Taking the line that contains "Write the network" as the first, copy each line exactly up to and including the last line below.
Start of Record excerpts
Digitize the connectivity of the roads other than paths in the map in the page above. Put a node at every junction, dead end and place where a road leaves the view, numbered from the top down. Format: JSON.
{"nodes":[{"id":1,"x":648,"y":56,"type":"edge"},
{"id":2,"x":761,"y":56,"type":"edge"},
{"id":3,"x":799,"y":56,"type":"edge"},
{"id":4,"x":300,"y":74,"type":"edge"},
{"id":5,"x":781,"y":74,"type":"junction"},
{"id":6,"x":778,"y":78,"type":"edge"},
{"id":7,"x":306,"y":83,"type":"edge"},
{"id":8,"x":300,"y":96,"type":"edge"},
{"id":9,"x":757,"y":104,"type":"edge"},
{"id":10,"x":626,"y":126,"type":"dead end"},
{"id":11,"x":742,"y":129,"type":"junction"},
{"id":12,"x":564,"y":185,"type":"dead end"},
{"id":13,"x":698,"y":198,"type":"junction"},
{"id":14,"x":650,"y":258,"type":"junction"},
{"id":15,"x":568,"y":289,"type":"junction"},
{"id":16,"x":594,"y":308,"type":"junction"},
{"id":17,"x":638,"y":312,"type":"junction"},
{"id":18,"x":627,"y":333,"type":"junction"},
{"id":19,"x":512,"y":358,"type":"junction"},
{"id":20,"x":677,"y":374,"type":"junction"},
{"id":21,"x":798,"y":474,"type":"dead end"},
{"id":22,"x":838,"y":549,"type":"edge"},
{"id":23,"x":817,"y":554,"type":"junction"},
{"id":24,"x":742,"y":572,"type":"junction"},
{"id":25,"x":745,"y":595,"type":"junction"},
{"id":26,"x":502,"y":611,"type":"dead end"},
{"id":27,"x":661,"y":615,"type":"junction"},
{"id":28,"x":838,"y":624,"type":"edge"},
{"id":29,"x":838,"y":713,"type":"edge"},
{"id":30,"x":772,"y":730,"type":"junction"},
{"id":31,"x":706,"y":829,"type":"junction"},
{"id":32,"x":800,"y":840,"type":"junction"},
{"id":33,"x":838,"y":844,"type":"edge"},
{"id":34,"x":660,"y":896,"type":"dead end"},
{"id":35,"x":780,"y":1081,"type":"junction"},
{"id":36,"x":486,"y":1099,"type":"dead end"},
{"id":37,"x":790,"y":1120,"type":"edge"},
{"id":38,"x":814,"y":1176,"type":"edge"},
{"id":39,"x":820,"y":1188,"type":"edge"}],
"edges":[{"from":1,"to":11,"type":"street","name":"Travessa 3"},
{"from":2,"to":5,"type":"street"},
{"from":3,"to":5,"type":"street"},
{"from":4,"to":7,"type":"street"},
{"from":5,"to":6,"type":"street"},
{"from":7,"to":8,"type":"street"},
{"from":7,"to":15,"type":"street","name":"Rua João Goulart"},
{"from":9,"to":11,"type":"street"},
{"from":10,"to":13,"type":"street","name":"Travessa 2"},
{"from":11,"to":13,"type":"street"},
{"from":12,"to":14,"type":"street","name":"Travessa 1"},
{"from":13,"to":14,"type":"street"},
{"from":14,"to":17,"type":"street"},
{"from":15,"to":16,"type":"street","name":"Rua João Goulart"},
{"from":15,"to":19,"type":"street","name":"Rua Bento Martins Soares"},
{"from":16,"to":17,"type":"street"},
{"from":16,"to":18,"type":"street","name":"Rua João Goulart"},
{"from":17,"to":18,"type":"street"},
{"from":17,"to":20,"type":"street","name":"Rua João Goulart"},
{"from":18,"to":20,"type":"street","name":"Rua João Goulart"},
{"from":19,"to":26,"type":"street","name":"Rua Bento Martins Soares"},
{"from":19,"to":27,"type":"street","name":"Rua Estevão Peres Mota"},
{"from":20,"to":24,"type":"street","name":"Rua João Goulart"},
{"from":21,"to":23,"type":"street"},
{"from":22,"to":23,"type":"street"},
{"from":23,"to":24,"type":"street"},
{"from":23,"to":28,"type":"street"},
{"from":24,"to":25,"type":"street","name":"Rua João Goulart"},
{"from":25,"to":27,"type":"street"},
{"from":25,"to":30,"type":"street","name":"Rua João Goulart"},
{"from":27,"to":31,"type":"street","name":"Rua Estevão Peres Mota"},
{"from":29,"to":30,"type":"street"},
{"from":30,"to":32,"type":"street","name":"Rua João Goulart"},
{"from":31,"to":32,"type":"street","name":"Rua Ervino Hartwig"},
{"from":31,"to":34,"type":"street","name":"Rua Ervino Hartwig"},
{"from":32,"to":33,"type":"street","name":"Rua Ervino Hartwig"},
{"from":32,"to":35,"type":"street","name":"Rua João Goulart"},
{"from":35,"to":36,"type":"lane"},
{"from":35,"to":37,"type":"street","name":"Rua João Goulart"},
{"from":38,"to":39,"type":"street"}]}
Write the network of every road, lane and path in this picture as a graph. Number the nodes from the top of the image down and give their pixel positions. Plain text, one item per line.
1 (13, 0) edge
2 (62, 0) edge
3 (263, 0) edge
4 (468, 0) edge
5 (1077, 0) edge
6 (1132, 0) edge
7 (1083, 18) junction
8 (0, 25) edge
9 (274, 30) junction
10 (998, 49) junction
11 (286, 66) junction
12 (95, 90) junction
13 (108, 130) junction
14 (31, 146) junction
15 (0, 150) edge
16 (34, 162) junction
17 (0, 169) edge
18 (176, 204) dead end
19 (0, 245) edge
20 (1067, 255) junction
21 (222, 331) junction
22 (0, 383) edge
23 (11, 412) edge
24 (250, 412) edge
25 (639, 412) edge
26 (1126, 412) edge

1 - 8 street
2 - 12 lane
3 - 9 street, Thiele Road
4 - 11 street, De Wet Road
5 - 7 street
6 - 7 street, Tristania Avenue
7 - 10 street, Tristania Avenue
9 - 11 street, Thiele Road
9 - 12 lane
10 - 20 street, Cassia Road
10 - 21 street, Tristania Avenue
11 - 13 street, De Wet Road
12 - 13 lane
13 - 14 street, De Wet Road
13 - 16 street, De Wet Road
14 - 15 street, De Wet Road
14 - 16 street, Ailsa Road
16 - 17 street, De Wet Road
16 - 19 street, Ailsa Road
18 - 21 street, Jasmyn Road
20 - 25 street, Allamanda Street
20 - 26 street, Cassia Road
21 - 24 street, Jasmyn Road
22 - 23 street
End of Record excerpts
Solved problem:
Write the network of every road, lane and path in this picture as a graph. Number the nodes from the top of the image down and give their pixel positions. Plain text, one item per line.
1 (13, 0) edge
2 (62, 0) edge
3 (263, 0) edge
4 (468, 0) edge
5 (1077, 0) edge
6 (1132, 0) edge
7 (1083, 18) junction
8 (0, 25) edge
9 (274, 30) junction
10 (998, 49) junction
11 (286, 66) junction
12 (95, 90) junction
13 (108, 130) junction
14 (31, 146) junction
15 (0, 150) edge
16 (34, 162) junction
17 (0, 169) edge
18 (176, 204) dead end
19 (0, 245) edge
20 (1067, 255) junction
21 (222, 331) junction
22 (0, 383) edge
23 (11, 412) edge
24 (250, 412) edge
25 (639, 412) edge
26 (1126, 412) edge

1 - 8 street
2 - 12 lane
3 - 9 street, Thiele Road
4 - 11 street, De Wet Road
5 - 7 street
6 - 7 street, Tristania Avenue
7 - 10 street, Tristania Avenue
9 - 11 street, Thiele Road
9 - 12 lane
10 - 20 street, Cassia Road
10 - 21 street, Tristania Avenue
11 - 13 street, De Wet Road
12 - 13 lane
13 - 14 street, De Wet Road
13 - 16 street, De Wet Road
14 - 15 street, De Wet Road
14 - 16 street, Ailsa Road
16 - 17 street, De Wet Road
16 - 19 street, Ailsa Road
18 - 21 street, Jasmyn Road
20 - 25 street, Allamanda Street
20 - 26 street, Cassia Road
21 - 24 street, Jasmyn Road
22 - 23 street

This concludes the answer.